You and I both brought up comparisons with Shakespeare. Both can be difficult to read for a struggling reader. For a sophisticated reader, the gist of both can be gotten with a modicum of effort. Full understanding of either requires a specialized dictionary, as vocabulary is different. So was Shakespeare writing in a different language? Was Burns? What’s the purpose of this distinction? If it’s weighing understanding vs adherence to the original wording, the trade-off is fairly close to the same place for the two. On the other hand, if it’s to acknowledge the politic linguistic classification that Scots is a separate language from Modern English, there is a distinction, as no one cares whether Early Modern English is treated as a separate language from Modern English. (EDIT: I should say that I do think it’s often more useful to consider Scots a separate language. Just because Burns was mostly intelligible to the English does not mean that other authors or speakers generally were.)
Meditations was first published in Latin.

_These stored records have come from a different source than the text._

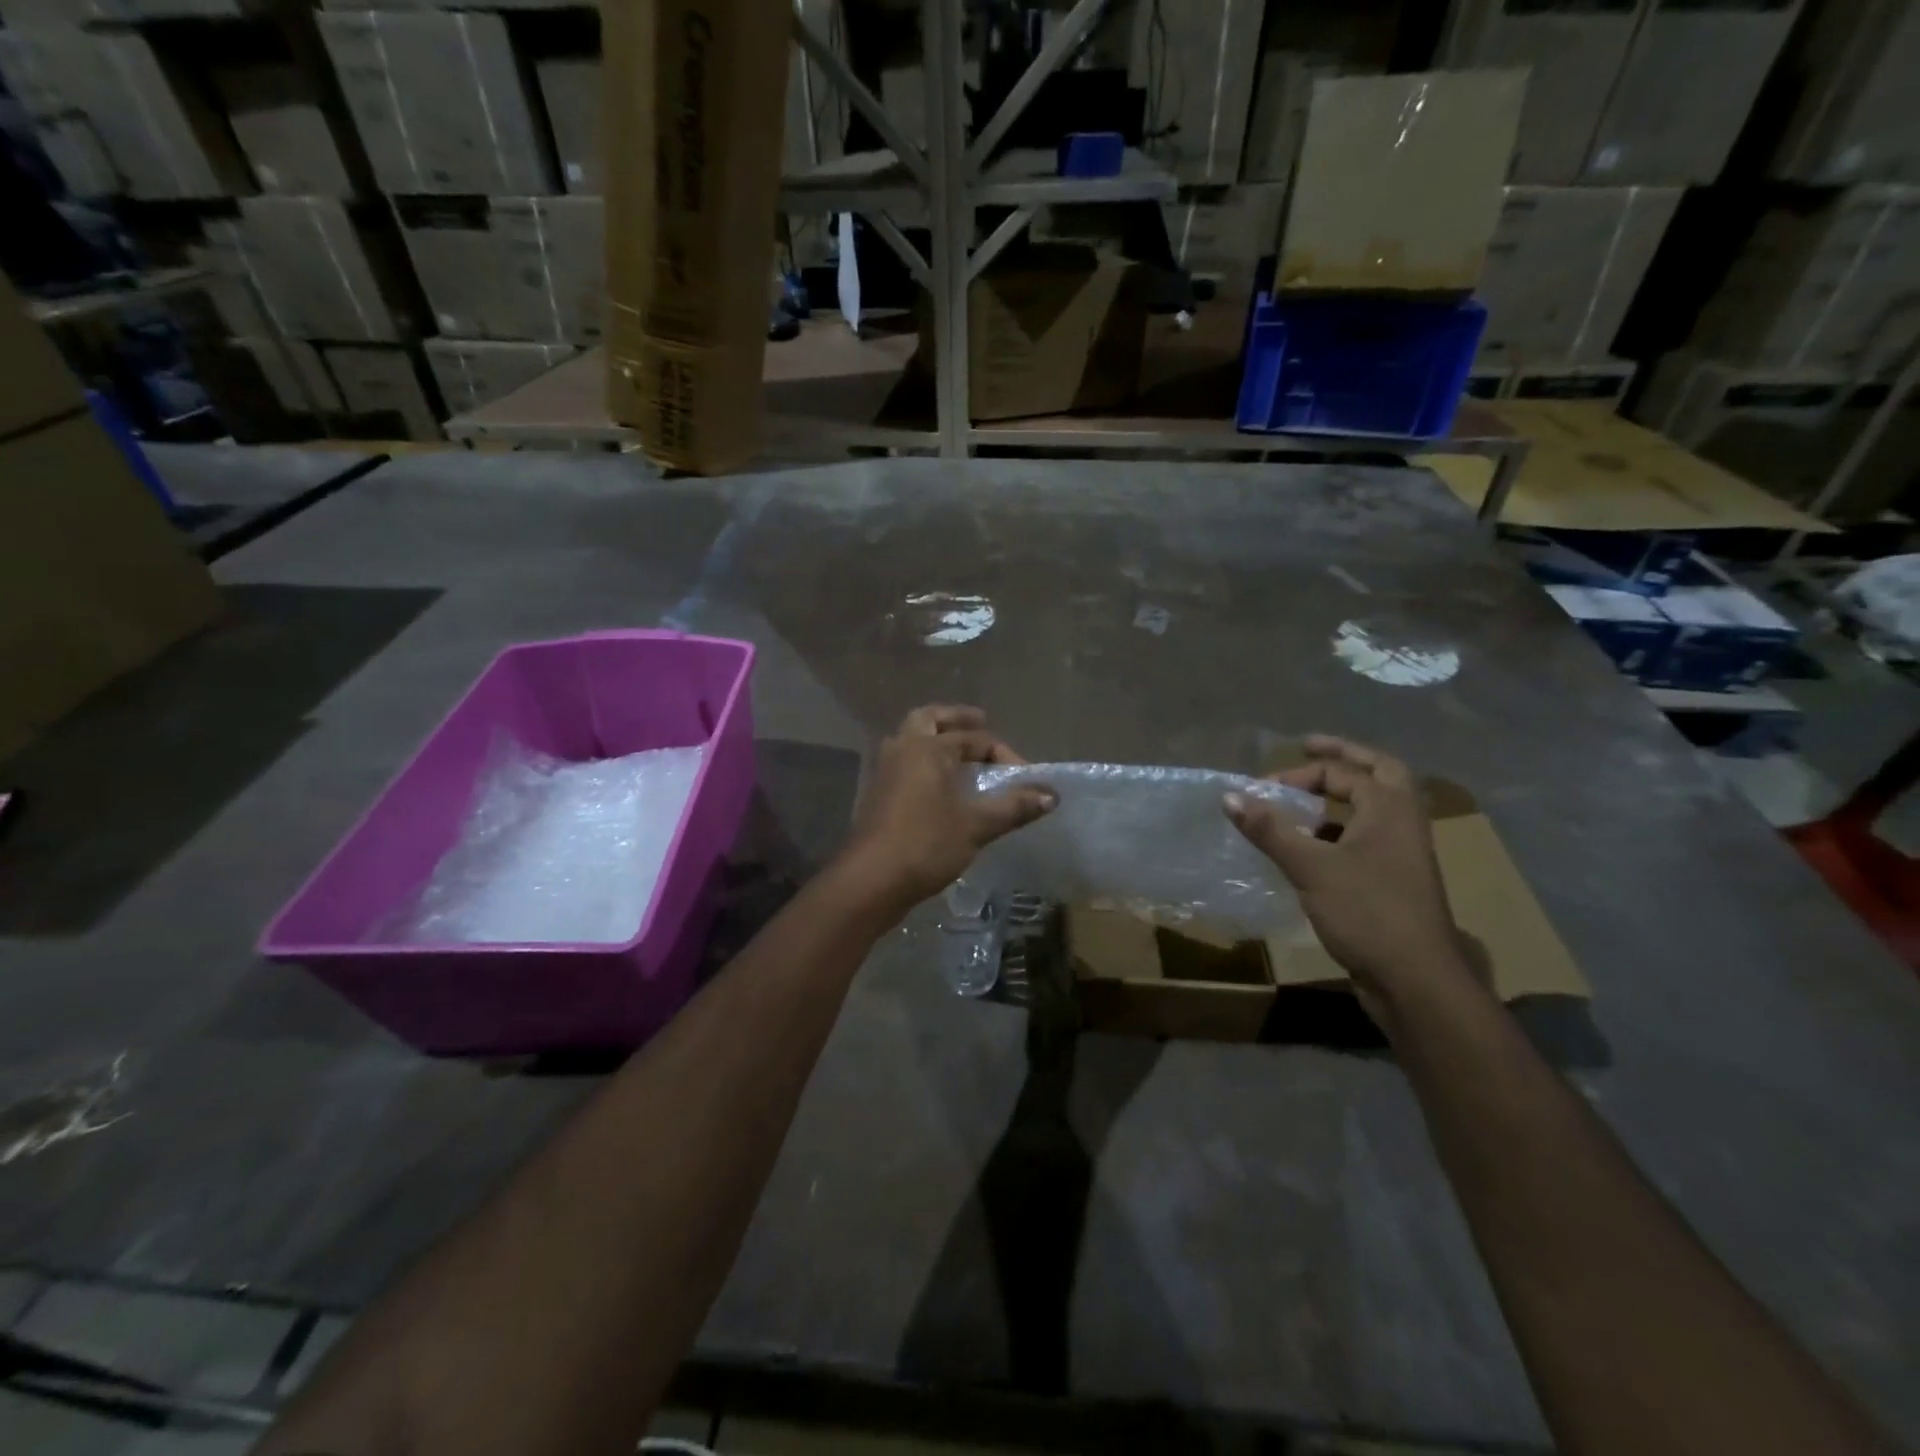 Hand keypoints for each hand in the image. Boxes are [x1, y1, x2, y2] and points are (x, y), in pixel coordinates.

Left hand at [837, 705, 1054, 915]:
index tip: (1026, 780)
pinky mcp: (879, 795)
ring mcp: (886, 772)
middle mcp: (903, 750)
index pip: (974, 739)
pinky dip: (925, 763)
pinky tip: (941, 786)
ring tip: (962, 754)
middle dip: (956, 719)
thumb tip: (1051, 795)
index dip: (1004, 755)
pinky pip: (905, 765)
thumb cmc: (925, 844)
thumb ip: (1013, 806)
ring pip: (912, 741)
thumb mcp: (976, 826)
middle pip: (929, 719)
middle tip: (979, 722)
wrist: (870, 881)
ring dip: (937, 740)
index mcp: (926, 748)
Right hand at [1225, 736, 1471, 1017]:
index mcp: (1390, 808)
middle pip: (1378, 773)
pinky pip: (1366, 839)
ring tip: (1302, 803)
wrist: (1416, 980)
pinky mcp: (1394, 881)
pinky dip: (1339, 831)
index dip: (1299, 774)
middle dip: (1342, 758)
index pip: (1343, 771)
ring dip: (1340, 798)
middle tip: (1308, 748)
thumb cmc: (1367, 912)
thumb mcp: (1310, 866)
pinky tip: (1311, 848)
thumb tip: (1229, 795)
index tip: (1262, 789)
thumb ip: (1269, 829)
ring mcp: (1403, 854)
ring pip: (1374, 808)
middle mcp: (1402, 823) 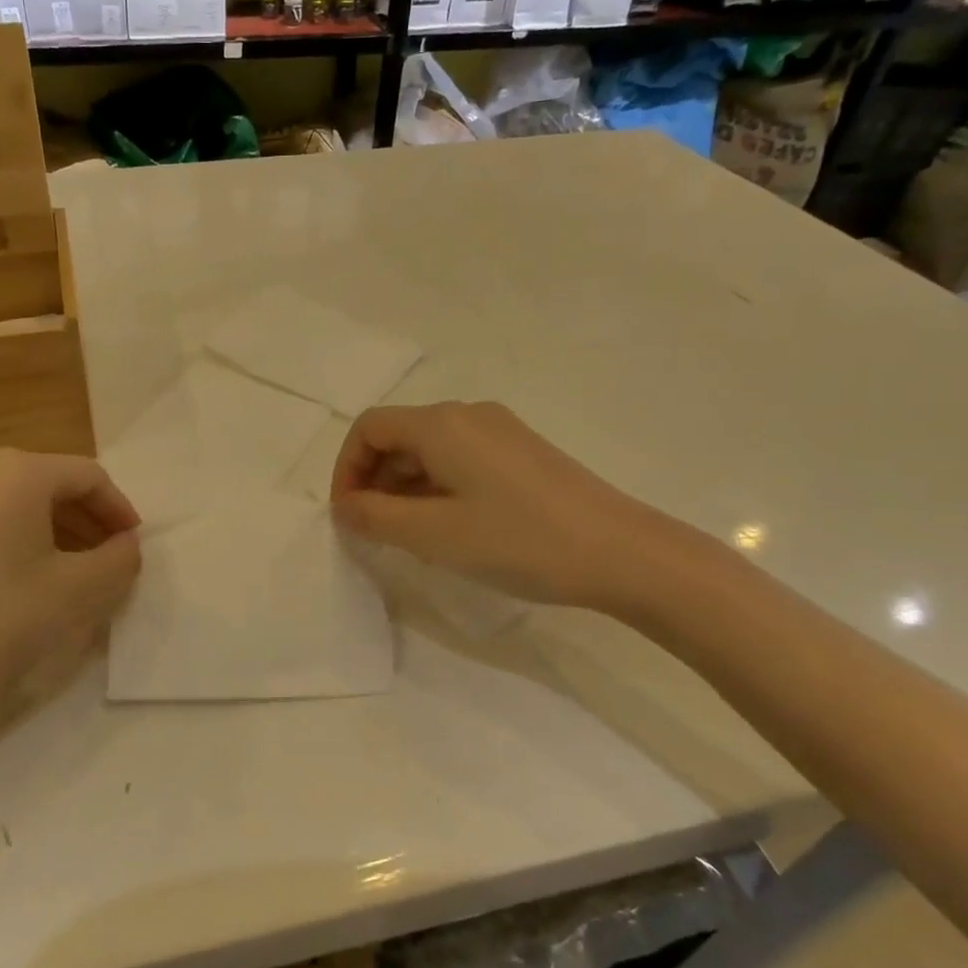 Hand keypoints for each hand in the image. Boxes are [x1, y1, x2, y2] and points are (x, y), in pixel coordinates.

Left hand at [0, 450, 141, 725]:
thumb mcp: (78, 590)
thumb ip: (119, 560)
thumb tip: (126, 546)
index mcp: (19, 471)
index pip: (90, 477)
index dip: (120, 511)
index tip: (133, 546)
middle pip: (54, 484)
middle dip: (89, 522)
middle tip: (110, 561)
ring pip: (22, 501)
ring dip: (58, 530)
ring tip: (77, 572)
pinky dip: (23, 536)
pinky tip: (32, 575)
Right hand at [329, 402, 696, 614]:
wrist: (623, 552)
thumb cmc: (519, 540)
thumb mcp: (434, 535)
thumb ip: (376, 518)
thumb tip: (344, 507)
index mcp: (442, 423)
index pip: (370, 428)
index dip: (347, 469)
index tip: (348, 516)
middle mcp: (469, 414)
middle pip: (400, 435)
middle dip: (375, 480)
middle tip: (374, 532)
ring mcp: (501, 431)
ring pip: (431, 450)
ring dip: (405, 487)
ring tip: (410, 537)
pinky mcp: (523, 453)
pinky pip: (461, 460)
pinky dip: (438, 487)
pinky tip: (451, 527) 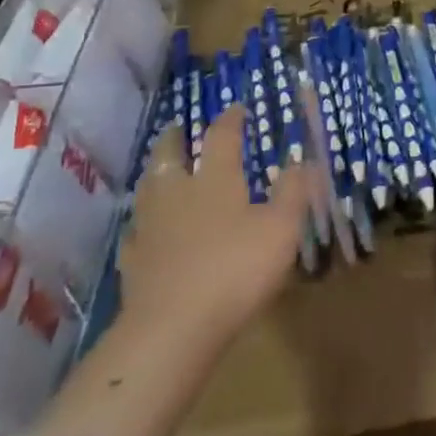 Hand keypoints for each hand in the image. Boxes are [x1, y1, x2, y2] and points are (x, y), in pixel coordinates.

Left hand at [116, 109, 311, 354]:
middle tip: (178, 127)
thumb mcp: (281, 229)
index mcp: (215, 180)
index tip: (237, 108)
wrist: (173, 327)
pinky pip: (136, 231)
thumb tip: (302, 159)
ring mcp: (150, 228)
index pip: (221, 138)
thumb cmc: (236, 270)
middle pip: (170, 156)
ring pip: (148, 189)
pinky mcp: (134, 261)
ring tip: (160, 169)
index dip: (230, 120)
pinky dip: (142, 222)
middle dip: (176, 138)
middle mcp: (178, 194)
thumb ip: (293, 193)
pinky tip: (145, 229)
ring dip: (155, 173) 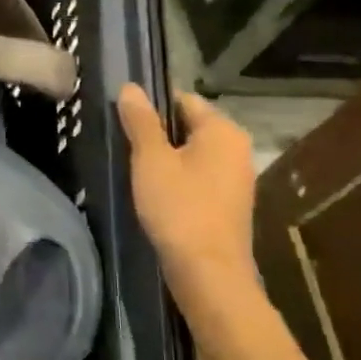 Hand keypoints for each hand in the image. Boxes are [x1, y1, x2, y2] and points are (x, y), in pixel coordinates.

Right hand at [117, 84, 258, 311]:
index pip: (183, 100)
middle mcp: (237, 149)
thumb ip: (140, 121)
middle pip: (189, 127)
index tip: (123, 121)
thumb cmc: (179, 208)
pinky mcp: (229, 205)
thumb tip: (130, 87)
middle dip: (157, 135)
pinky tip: (156, 196)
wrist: (208, 272)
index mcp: (223, 130)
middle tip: (125, 147)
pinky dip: (178, 181)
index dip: (151, 106)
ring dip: (166, 160)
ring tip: (136, 172)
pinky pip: (199, 179)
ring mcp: (236, 179)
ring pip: (193, 155)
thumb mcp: (151, 159) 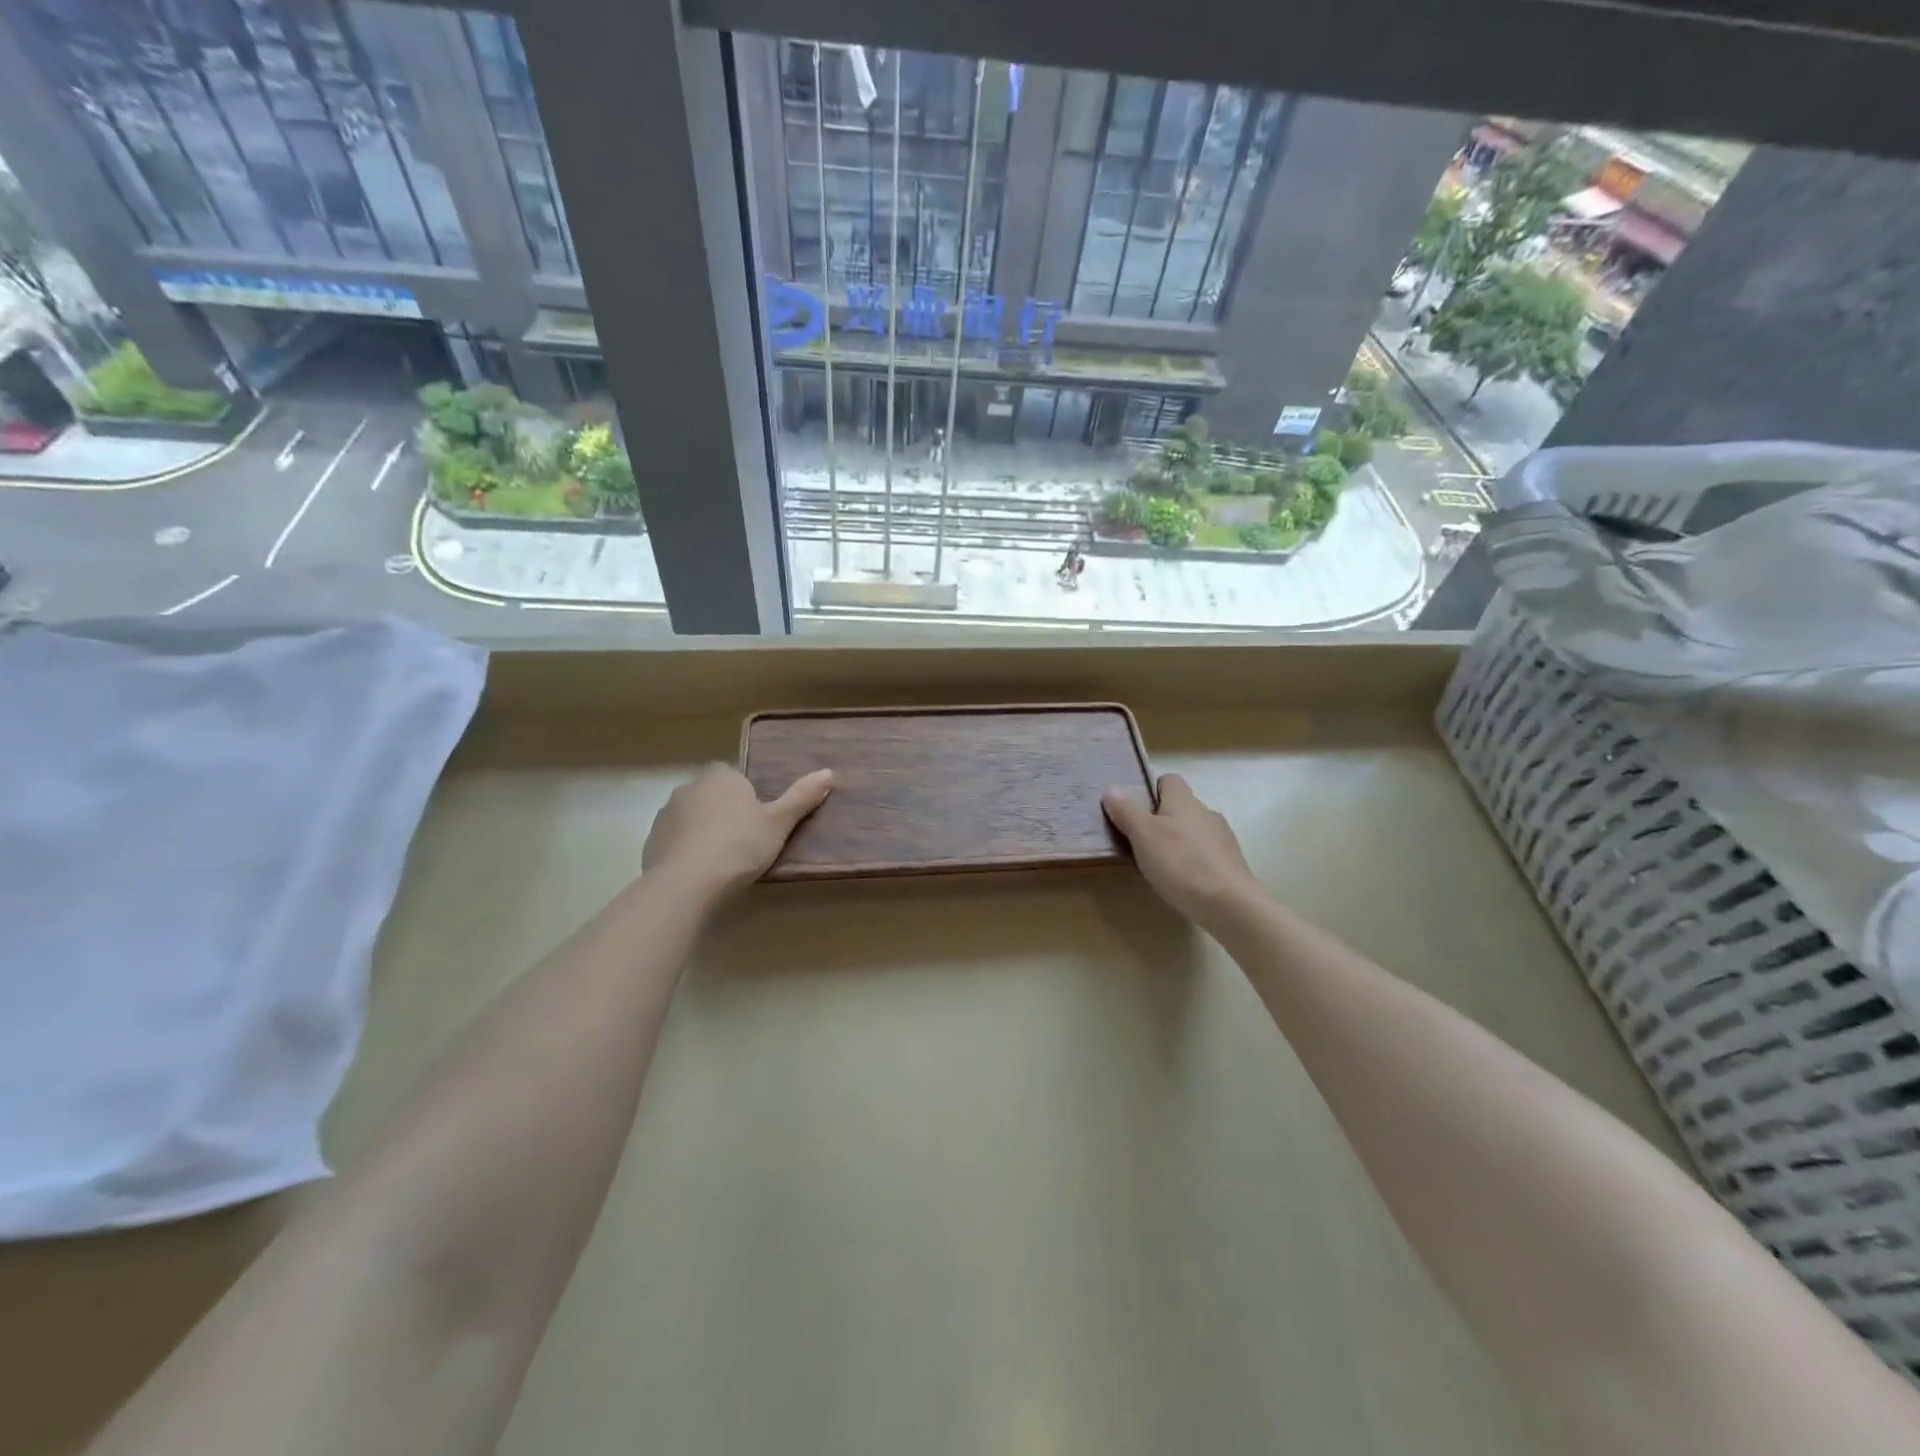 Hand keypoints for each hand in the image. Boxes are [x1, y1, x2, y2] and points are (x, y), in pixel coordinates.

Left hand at [643, 765, 833, 898]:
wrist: (687, 882)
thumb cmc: (740, 845)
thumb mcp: (779, 823)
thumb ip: (801, 797)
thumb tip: (829, 772)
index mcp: (721, 777)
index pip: (735, 775)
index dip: (747, 795)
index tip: (758, 819)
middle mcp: (690, 787)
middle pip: (712, 795)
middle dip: (724, 811)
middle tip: (745, 840)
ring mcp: (666, 814)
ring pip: (691, 817)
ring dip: (703, 830)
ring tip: (722, 859)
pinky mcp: (651, 841)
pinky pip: (675, 840)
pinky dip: (686, 850)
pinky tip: (700, 872)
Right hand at [1102, 773, 1263, 925]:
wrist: (1228, 905)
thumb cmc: (1180, 862)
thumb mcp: (1142, 835)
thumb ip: (1126, 810)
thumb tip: (1111, 788)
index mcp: (1184, 800)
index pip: (1169, 780)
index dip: (1150, 790)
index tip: (1134, 810)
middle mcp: (1206, 812)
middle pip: (1180, 807)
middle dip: (1161, 820)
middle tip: (1139, 842)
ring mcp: (1222, 838)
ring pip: (1192, 831)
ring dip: (1177, 842)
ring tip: (1159, 865)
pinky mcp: (1231, 864)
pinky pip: (1205, 854)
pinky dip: (1191, 862)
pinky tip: (1182, 881) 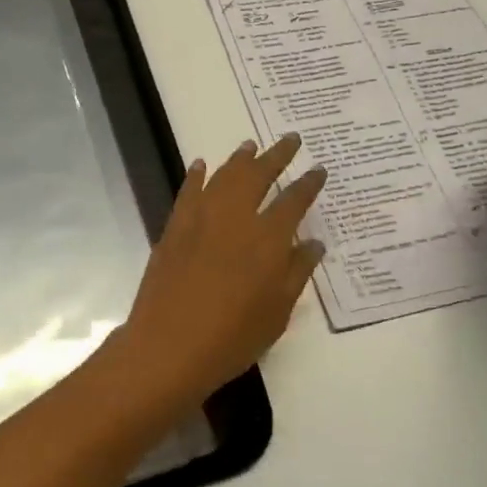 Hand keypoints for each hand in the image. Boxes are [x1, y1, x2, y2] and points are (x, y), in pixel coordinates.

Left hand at [104, 134, 326, 409]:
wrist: (169, 346)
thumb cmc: (232, 338)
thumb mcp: (277, 313)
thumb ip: (297, 272)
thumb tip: (314, 243)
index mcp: (268, 240)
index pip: (294, 201)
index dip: (308, 184)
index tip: (318, 169)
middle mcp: (236, 219)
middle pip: (259, 175)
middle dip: (277, 155)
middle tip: (290, 139)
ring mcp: (201, 219)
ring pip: (224, 176)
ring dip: (240, 158)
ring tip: (250, 145)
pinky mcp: (174, 228)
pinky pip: (188, 192)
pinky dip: (196, 175)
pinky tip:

My comment arose from the suspicion that you reacted as if Burns had been paraphrased, as opposed to translated
I don’t know what to tell you except that you’re wrong. I know the original poem pretty well (“Gang aft agley” is a famous phrase in some circles). Burns isn’t my specific field, but my impression, backed by a cursory Wikipedia search, is that the name of the original translator has been lost to the mists of history. If anyone can correct me and supply the original translator’s name, I’ll be truly grateful.
I don’t see it as lowering the status of the quote
Yes, you wouldn’t, and I can’t prove it to you except by assembling a conclave of Ivy League-educated snooty New York poets who happen to not be here right now. I will tell you—and you can update scantily, since you don’t trust the source—that the high-status thing to do is to provide quotes in the original language without translation. You are thereby signalling that not only do YOU read Scots Gaelic (fluently, of course), but you expect everyone you come into contact with socially to ALSO be fluent in Scots Gaelic.
The medium-status thing to do is at least to credit or somehow mark the translator, so that people think you are following standard academic rules for citation.
The reason that quoting translations without crediting them as such is low-status is that it leaves you open to charges of not understanding the original source material.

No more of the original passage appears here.